Green Book: Yeşil Rehber- Gerçek bir dostluk hikayesi
30 Kasım’da vizyona giren Peter Farrelly’in yönettiği Green Book, ırkçılık içeren dram ve komedi filmidir. 1960’lı yıllarda ABD’de yaşayan siyahi, ünlü piyanist Dr. Don Shirley ile İtalyan kökenli Tony Vallelonga’nın arasında geçen gerçek yaşanmış bir dostluk hikayesini anlatıyor.
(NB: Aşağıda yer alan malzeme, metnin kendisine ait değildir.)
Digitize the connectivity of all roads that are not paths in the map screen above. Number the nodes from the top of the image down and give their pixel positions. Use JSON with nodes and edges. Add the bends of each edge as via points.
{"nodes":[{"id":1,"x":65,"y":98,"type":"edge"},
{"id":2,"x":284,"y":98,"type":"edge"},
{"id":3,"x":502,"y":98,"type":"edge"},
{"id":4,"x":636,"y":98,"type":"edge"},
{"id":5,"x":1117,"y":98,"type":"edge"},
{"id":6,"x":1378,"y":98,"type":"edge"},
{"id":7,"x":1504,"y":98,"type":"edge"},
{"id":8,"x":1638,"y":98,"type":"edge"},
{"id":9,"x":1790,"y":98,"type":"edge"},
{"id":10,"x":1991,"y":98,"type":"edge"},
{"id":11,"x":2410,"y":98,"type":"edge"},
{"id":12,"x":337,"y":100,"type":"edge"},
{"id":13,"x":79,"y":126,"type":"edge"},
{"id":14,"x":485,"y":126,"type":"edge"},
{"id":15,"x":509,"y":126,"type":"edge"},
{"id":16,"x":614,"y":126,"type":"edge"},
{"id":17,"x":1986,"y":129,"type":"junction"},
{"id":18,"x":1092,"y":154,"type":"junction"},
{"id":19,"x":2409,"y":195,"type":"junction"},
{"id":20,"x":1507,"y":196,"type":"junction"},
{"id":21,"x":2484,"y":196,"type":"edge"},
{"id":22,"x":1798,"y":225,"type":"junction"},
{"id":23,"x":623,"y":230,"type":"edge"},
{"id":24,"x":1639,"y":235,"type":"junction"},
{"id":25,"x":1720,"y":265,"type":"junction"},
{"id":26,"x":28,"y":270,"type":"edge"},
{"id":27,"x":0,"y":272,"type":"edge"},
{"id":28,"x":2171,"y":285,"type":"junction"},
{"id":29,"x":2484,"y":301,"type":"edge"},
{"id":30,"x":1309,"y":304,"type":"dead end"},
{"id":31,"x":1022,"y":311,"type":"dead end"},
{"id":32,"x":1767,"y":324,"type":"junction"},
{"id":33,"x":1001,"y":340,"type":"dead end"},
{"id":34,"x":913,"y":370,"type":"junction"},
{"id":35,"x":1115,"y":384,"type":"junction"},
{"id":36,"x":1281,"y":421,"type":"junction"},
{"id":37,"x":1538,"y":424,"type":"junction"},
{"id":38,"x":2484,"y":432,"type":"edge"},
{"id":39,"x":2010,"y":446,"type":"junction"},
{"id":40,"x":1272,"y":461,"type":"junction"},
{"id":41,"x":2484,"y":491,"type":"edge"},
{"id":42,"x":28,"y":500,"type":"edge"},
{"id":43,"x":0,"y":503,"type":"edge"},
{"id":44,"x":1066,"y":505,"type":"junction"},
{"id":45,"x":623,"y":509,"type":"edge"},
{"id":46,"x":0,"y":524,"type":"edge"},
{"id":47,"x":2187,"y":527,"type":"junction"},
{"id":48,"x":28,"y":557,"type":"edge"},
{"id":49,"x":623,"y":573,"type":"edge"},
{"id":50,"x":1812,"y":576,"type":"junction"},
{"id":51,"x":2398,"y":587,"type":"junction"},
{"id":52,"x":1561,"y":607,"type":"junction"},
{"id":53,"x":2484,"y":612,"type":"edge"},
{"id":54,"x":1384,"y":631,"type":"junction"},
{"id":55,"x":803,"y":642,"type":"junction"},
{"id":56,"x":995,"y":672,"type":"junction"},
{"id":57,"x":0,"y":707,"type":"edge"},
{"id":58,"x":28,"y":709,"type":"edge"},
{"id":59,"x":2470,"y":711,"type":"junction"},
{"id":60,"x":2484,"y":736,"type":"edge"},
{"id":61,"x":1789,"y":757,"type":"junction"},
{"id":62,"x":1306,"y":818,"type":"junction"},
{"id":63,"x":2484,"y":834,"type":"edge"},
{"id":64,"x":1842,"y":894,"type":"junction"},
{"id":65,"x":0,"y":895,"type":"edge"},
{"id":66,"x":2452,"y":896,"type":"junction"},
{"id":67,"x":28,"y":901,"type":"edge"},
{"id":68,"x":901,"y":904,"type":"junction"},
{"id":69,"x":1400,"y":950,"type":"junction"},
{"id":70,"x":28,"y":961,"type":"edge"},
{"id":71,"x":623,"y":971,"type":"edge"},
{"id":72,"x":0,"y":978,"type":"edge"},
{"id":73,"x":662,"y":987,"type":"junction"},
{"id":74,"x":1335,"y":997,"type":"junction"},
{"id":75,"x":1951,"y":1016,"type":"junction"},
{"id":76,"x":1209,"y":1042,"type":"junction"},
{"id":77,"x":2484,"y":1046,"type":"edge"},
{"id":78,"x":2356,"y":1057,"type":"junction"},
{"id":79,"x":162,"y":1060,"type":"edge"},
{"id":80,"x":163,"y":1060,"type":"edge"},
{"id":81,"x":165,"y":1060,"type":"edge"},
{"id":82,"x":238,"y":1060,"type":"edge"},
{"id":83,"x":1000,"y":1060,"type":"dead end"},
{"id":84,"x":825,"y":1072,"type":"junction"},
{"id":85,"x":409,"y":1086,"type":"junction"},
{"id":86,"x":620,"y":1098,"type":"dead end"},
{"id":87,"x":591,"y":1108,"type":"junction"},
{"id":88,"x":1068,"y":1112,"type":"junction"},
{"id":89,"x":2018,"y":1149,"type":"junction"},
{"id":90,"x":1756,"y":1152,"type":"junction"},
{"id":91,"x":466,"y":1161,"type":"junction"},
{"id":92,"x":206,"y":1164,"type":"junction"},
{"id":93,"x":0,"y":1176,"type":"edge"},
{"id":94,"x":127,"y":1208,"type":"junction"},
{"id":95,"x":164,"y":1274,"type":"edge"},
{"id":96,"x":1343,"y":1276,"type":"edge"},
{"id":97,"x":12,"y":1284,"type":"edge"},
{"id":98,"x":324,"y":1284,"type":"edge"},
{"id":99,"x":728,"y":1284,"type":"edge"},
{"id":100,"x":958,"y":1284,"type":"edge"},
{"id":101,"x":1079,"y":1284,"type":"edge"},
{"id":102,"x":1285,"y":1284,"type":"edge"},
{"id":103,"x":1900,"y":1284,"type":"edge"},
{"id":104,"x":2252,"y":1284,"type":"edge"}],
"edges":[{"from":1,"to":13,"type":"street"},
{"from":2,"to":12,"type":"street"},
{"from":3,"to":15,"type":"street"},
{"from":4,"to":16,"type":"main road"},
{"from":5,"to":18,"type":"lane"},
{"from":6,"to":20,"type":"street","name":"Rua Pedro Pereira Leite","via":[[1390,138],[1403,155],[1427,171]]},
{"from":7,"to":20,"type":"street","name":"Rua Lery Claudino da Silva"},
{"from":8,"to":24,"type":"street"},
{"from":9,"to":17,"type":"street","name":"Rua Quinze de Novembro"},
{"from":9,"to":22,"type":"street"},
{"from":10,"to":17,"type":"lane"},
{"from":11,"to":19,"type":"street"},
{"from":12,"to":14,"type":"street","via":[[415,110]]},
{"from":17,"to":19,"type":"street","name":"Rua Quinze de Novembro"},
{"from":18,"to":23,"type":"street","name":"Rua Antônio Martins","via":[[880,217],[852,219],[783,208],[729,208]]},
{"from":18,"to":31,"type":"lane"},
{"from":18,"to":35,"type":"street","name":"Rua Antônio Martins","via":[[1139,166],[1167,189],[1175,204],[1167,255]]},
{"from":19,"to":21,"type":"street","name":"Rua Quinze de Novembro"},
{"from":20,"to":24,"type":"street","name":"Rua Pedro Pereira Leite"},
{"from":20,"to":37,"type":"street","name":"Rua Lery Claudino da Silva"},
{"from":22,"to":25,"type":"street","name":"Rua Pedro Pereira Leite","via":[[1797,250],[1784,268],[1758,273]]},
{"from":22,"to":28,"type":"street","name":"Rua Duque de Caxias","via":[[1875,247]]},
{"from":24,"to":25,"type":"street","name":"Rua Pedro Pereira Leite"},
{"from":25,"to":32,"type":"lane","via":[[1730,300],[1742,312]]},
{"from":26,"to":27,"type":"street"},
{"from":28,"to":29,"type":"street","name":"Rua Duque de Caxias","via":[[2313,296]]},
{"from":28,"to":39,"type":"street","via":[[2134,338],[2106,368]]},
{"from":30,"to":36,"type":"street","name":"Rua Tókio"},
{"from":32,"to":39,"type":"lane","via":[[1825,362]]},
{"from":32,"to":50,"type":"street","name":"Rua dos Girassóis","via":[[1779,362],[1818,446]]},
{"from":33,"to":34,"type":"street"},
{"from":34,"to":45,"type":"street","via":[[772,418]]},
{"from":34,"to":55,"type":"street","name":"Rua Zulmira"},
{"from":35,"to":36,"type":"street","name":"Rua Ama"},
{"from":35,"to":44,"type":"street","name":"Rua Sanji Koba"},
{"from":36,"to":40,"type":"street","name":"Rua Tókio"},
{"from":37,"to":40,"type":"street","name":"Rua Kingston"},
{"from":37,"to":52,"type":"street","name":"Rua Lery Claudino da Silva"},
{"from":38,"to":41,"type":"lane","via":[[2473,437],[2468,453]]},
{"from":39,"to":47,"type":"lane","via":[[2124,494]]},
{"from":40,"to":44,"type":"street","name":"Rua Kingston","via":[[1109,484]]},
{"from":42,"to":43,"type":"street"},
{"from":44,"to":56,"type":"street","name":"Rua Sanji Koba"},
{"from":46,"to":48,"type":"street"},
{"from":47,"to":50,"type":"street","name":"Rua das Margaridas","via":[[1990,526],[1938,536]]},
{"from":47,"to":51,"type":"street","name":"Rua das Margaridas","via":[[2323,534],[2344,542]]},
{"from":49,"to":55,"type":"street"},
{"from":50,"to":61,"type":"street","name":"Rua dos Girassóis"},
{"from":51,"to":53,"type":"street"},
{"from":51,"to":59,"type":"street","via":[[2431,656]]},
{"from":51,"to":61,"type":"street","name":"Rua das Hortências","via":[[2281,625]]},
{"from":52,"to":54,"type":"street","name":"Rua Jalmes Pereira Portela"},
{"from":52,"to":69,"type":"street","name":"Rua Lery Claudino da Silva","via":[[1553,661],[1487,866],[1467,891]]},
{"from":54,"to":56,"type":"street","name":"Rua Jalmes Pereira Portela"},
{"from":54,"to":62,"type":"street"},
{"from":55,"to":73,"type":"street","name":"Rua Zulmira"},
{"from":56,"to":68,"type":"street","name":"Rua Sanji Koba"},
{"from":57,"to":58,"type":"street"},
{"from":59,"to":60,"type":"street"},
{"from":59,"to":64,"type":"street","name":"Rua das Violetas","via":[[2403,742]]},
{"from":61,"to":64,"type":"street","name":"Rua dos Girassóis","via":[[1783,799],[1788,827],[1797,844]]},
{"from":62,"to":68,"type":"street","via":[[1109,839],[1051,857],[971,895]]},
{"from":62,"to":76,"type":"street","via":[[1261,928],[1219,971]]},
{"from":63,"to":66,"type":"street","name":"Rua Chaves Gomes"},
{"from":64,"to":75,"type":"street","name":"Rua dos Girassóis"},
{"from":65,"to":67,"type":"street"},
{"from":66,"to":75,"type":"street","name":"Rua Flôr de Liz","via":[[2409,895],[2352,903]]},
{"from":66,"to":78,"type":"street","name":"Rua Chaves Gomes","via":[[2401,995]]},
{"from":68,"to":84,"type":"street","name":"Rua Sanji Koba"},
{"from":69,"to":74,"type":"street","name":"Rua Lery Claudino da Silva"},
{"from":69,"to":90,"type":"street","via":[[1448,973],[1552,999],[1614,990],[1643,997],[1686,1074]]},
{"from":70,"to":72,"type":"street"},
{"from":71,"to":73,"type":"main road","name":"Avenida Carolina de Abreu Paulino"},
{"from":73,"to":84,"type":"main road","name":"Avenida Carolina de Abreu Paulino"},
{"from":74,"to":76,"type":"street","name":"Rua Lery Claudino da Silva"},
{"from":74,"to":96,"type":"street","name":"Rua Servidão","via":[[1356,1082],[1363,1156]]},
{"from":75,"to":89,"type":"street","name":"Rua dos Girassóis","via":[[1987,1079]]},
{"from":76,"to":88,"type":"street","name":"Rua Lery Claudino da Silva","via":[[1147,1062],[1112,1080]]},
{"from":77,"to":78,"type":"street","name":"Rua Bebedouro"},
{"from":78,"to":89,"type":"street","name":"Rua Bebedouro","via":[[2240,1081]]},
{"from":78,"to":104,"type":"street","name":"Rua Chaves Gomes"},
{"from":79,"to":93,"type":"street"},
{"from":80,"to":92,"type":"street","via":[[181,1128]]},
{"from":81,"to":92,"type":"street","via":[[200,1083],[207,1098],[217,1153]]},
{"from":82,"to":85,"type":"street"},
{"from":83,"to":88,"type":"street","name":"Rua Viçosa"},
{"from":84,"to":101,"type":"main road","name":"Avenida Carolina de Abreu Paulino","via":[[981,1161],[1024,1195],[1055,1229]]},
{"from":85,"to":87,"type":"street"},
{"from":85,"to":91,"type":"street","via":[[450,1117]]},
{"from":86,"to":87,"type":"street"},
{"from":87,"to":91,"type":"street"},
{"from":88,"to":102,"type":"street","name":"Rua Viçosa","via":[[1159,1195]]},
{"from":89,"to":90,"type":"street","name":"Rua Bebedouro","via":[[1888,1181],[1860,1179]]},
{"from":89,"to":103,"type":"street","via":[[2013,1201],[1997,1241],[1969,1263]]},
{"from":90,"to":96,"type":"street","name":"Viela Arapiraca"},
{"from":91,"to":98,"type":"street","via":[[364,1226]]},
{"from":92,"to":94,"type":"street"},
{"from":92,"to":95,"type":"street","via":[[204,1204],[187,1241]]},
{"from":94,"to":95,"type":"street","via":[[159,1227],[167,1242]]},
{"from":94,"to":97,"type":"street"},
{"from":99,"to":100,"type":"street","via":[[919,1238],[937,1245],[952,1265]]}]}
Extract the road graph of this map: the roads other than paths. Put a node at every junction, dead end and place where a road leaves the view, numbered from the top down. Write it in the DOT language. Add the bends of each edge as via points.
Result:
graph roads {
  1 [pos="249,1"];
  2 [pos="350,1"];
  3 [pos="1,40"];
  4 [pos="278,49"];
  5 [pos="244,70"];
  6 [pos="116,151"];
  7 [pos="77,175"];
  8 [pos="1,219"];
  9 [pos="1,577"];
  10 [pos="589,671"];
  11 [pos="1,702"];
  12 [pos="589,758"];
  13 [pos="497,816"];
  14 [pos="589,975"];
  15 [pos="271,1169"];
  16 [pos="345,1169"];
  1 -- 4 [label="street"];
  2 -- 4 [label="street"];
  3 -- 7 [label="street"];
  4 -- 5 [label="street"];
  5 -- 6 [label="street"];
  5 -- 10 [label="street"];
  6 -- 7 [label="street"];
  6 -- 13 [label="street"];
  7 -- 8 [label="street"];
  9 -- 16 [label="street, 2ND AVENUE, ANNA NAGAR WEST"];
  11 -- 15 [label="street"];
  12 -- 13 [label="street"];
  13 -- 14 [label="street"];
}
Film 60’lı yılların başında ABD’de geçiyor. New York gece kulübünde Copacabana’da garson görünümünde para karşılığında yüksek tanınmış kişileri koruyan kişi olarak çalışan İtalyan kökenli Tony “Lip” Vallelonga, üçkağıtçılıkla bir şeyler kazanıp ailesini geçindirmeye uğraşan bir adamdır: kaba-saba, ama iyi yürekli ve kendine göre dürüst.
Dr.Shirley sıradan bir zenci değildir. Üniversite mezunu, çok iyi bir piyanist, klasik müzik eğitimi de var fakat cazı tercih etmiştir. Karakter özellikleri: Otoriter, bilgili, kendi doğruları olan bir tip.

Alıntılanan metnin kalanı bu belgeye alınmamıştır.